ABOUT THIS EXERCISE – How many lines of the data contain the word "roads"? Give only that number.

RECORD SET –

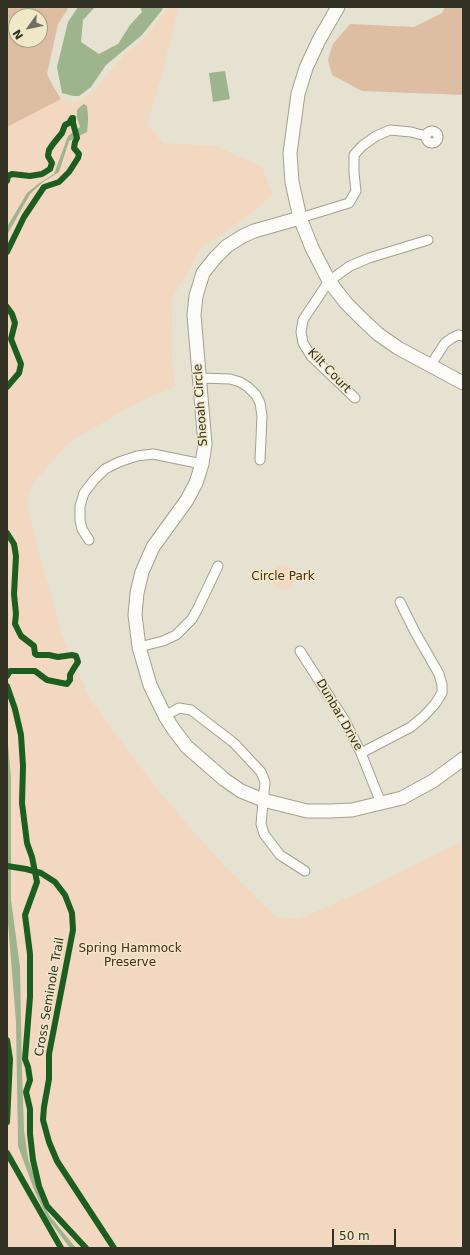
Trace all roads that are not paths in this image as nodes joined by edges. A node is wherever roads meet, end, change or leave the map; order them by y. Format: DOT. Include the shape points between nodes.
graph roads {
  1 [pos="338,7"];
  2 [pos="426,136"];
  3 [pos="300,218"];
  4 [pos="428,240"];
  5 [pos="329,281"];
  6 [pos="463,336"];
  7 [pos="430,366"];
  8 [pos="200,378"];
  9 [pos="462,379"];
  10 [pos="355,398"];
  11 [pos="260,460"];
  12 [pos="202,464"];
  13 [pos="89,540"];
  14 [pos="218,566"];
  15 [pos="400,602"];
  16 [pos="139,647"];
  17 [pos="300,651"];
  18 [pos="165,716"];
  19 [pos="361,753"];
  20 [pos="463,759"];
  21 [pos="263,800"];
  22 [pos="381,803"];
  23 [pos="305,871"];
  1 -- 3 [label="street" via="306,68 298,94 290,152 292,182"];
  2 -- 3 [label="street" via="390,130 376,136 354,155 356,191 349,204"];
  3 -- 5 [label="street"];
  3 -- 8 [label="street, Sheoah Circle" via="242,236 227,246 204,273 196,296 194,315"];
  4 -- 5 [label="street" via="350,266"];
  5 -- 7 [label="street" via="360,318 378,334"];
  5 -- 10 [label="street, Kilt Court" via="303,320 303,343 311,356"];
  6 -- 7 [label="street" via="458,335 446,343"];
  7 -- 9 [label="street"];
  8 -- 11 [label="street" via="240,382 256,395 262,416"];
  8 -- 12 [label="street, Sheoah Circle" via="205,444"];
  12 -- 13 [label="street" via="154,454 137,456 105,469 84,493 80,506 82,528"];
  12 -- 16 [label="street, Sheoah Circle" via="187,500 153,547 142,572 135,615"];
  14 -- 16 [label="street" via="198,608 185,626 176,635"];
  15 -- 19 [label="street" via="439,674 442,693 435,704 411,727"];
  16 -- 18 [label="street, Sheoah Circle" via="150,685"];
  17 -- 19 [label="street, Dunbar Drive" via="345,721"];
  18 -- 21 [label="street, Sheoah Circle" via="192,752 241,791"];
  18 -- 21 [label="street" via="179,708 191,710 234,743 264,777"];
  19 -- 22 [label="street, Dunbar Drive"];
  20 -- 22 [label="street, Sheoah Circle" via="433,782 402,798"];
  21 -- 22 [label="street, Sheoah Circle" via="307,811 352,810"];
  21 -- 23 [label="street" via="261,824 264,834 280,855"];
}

RESPONSE TO THE EXERCISE – 2